*Record excerpts*
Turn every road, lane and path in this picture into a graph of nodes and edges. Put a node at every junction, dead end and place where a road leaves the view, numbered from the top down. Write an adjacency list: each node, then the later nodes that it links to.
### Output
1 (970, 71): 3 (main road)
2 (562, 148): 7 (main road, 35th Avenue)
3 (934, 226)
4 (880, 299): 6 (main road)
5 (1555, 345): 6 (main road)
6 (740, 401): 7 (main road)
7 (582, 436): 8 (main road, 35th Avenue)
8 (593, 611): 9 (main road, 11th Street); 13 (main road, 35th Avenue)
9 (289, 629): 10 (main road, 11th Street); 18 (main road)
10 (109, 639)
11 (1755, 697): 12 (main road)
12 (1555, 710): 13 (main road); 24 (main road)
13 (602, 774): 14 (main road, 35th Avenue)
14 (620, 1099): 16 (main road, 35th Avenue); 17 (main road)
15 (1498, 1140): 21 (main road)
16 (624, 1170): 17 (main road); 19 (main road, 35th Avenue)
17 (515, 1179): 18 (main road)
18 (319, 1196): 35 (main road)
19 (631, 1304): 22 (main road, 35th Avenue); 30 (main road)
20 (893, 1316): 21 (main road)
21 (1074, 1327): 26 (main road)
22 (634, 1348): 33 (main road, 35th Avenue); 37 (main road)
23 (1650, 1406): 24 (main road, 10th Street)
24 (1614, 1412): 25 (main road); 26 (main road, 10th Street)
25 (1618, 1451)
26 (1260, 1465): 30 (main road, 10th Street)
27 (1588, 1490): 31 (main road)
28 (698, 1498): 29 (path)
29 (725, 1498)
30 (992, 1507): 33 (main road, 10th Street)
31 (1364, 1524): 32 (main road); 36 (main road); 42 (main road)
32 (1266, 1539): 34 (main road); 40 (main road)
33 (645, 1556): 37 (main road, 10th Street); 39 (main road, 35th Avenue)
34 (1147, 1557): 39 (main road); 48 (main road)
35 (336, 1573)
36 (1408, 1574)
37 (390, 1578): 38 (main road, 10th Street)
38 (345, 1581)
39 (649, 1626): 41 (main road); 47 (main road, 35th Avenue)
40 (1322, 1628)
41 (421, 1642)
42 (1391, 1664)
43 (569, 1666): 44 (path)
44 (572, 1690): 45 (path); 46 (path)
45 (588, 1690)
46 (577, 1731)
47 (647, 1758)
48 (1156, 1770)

*What the exercise asks*
Your whole answer should be one number, the count of lines in the records that hold "path".

*Exercise solution*
4